As always, it is the songs that matter, and the baker’s dozen (including a Sufferers version of Coke) are excellent. To give the few examples of lyrics space allows, in the song Coke, dealing with the belaboured and beleaguered extradition of alleged drug dealer Christopher “Dudus” Coke from Jamaica, Rudder makes genius lines seem throwaway: “The Americans say, ‘Now we’re really mad!’…/ And that is when they played their master card/ They take back their visa.” There’s almost too much more: from 25, the lines, “Listen to the clock on the wall/ He was 21, he had a .22 in his hand/… Around a corner, a Glock is ticking;” from ManJack, his tribute to Michael Jackson, he works in three MJ album names in two lines: “He was bad, his life it was a thriller/ The stuff he did was off the wall.” (Once more, I’m driven to observe that it might almost be worth your while to die before David Rudder, if you could be sure he’d write a song about you.) Earl Lovelace, though, is a man very much writing for the living and the here and now; and only my own sense of loyalty to (and an as-yet-un-started re-read of) The Dragon Can’t Dance prevents me from declaring outright that Is Just a Movie is Lovelace’s best book; by far; by firetrucking far. It is certainly his most important, his most accomplished and his best-structured. The writing—almost as lyrical and even more layered than Rudder’s songs—is drop-dead-with-envy good. No one writing in the West Indian diaspora comes close to Lovelace for making language work overtime. Let the book fall open on any page, begin reading anywhere, and you are at once in a complete world of staggering beauty, even as it details and deciphers great ugliness.

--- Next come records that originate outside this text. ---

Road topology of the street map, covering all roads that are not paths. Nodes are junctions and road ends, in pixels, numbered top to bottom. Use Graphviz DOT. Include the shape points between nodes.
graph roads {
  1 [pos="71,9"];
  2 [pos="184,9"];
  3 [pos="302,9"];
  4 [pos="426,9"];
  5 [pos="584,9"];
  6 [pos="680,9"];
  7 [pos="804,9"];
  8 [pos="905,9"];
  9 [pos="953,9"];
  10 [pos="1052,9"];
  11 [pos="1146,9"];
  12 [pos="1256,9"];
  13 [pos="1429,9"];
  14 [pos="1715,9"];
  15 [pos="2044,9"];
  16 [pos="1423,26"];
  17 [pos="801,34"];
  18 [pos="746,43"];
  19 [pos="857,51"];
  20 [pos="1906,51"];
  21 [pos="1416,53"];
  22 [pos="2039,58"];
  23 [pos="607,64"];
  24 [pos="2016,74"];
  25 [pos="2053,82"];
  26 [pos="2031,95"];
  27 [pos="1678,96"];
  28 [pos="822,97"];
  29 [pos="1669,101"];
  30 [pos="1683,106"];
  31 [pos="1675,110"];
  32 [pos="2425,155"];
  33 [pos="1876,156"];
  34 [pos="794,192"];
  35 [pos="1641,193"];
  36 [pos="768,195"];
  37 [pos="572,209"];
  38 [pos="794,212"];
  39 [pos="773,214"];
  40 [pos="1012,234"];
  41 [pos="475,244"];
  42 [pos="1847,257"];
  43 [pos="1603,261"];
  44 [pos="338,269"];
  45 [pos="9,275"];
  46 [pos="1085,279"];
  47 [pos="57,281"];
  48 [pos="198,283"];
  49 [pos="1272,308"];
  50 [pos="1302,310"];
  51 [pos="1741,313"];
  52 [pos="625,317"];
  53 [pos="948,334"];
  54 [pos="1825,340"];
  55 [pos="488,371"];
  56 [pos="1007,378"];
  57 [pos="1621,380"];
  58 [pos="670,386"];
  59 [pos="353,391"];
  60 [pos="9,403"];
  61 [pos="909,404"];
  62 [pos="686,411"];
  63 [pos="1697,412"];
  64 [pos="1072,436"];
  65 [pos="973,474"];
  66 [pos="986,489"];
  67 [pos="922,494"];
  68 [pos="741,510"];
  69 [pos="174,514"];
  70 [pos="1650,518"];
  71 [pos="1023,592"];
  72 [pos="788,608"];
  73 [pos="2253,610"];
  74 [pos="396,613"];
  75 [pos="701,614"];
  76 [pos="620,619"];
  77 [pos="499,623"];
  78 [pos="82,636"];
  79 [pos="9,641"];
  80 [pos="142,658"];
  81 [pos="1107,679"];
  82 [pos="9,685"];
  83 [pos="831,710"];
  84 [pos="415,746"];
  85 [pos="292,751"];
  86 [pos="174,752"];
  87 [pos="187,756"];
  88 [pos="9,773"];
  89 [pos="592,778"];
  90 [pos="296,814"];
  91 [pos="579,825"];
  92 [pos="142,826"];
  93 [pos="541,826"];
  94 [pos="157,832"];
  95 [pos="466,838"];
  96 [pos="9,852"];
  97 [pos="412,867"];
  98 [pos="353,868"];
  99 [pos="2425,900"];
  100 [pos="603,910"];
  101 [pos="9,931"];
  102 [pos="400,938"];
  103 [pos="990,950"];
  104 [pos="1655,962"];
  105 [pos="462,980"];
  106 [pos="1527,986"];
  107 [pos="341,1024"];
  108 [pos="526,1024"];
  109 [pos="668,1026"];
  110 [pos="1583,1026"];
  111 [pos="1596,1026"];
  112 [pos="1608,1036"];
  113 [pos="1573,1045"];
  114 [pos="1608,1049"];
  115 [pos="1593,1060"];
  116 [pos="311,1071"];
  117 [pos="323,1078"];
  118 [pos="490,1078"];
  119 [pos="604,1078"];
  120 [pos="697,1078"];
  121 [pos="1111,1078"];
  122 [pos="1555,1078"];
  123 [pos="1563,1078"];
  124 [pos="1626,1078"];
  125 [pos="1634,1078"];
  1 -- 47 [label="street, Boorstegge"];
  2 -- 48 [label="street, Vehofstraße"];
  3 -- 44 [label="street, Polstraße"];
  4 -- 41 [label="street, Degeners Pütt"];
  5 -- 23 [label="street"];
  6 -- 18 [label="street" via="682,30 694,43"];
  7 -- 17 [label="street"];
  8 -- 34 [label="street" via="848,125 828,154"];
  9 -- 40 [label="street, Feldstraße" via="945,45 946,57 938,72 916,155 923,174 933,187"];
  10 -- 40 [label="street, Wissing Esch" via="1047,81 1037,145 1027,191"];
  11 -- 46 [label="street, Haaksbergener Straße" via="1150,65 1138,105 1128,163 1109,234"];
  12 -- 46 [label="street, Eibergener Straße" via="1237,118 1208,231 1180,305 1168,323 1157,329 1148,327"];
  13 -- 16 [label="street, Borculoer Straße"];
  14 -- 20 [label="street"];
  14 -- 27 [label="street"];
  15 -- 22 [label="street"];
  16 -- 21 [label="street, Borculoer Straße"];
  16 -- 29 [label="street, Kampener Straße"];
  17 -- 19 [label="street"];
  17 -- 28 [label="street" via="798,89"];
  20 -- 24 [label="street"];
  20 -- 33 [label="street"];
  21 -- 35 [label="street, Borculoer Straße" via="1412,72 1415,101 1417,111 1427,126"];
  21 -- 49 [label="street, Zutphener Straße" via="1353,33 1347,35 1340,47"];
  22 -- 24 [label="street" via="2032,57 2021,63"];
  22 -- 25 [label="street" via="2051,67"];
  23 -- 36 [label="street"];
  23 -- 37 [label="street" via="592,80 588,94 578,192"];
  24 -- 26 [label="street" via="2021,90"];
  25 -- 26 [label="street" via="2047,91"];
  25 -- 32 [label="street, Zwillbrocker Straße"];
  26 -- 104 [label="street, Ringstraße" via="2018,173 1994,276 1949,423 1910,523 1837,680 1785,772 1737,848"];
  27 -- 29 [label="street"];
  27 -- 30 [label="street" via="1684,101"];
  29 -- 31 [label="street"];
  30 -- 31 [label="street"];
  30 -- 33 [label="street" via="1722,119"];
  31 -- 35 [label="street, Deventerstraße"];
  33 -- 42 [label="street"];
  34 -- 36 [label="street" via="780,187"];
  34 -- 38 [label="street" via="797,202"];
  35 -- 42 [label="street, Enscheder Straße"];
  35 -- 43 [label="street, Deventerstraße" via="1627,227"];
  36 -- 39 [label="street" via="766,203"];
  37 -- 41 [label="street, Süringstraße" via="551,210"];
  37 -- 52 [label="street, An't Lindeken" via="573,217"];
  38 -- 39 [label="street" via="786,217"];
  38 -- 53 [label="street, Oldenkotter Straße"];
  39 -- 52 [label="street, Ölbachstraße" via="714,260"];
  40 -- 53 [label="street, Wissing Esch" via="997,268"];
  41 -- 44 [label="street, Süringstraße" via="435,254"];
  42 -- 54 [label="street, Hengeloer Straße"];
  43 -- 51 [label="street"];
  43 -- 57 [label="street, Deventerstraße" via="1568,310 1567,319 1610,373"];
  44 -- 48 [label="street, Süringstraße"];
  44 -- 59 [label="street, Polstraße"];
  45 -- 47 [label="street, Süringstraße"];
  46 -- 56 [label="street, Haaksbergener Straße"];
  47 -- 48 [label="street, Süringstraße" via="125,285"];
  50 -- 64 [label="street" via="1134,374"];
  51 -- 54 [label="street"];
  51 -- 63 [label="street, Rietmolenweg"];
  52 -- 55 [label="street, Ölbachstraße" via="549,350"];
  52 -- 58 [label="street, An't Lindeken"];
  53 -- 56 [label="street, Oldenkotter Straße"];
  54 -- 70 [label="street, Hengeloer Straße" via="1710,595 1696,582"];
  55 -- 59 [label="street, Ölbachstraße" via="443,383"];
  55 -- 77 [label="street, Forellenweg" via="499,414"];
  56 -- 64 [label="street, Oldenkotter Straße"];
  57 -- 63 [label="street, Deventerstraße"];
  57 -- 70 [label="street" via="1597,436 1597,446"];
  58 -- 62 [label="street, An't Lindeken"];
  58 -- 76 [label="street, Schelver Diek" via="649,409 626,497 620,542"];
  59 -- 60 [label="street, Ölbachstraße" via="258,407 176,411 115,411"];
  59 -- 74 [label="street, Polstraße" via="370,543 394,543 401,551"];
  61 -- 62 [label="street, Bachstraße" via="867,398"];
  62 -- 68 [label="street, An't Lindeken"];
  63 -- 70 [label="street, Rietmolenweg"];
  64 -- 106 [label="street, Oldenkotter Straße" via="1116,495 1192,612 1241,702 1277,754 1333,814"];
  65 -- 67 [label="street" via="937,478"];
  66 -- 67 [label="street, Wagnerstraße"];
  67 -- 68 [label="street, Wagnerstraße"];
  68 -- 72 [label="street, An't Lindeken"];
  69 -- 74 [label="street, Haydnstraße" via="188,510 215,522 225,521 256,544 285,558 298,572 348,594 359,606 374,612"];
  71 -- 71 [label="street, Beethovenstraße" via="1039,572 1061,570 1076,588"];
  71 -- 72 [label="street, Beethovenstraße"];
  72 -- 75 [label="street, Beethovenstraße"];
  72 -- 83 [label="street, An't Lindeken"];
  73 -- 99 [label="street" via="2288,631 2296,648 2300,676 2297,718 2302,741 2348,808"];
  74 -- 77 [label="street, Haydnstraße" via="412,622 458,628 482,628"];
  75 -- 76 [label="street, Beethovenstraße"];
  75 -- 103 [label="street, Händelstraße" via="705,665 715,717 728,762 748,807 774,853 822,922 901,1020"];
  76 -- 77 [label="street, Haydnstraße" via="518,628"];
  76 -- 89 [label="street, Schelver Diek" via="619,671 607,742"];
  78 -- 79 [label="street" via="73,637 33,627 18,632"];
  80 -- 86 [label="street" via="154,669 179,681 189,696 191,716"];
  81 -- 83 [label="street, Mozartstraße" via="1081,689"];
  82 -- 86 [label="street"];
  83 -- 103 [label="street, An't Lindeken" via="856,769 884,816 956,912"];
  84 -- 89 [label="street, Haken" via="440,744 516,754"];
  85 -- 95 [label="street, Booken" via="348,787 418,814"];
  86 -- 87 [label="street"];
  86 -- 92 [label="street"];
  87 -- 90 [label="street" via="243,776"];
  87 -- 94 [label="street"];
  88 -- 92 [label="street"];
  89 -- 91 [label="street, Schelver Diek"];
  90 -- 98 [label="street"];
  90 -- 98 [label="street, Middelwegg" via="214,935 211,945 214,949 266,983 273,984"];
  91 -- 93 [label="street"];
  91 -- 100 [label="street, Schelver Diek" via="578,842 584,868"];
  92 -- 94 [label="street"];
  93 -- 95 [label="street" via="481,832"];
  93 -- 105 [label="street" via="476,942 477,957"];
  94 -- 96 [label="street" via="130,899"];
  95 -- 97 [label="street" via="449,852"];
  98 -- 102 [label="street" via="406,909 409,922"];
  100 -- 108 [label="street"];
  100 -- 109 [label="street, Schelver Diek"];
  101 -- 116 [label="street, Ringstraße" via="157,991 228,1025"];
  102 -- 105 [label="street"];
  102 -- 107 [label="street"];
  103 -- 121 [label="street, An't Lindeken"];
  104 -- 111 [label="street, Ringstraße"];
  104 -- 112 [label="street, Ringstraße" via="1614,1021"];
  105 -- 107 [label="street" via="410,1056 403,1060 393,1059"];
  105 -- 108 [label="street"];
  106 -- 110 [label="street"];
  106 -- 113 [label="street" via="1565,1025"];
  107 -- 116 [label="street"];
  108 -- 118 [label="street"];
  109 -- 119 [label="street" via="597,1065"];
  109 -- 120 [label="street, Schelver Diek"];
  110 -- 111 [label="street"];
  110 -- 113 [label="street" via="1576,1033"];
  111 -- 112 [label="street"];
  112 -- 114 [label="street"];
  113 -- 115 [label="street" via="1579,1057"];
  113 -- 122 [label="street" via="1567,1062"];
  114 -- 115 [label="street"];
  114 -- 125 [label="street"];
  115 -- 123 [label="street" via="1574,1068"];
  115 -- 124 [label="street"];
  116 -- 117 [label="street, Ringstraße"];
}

But a book this carefully made should be read in the same way. Lovelace presents two protagonists, the first person narrator, King Kala, and the antihero, Sonnyboy, and uses them—and a host of other “minor” characters—to chronicle and comment upon an ongoing act of rebellion on society’s behalf by a group normally dismissed as an underclass. (See, if you like, my chat with him at www.CaribbeanReviewOfBooks.  com.) Packaging his deep, layered prose into short, cleverly titled chapters makes it easy to read; and the reading often provokes loud laughter; particularly when the reader recognises his own hypoc-risies being mocked. The book, as book, is a treat; as polemic and proffered solution, the last 50 pages, particularly, are inspiring. Random Notes and Is Just a Movie should be presented together to the Government as Cabinet Notes; everybody else should treat them as the most valuable souvenirs they can have and hold of this almost vanished thing called Carnival and this Cheshire Cat grin called Trinidad. Finally, four Fridays ago, when I began writing of Keith Smith’s death, and because the last instalment was in the form of a tribute to him (which you can read as today’s blog @ www.BCRaw.com) I neglected to mention one of three other deaths that provoked three columns from me, that of my friend, Wayne Brown; to whom, as it happens, Random Notes is dedicated.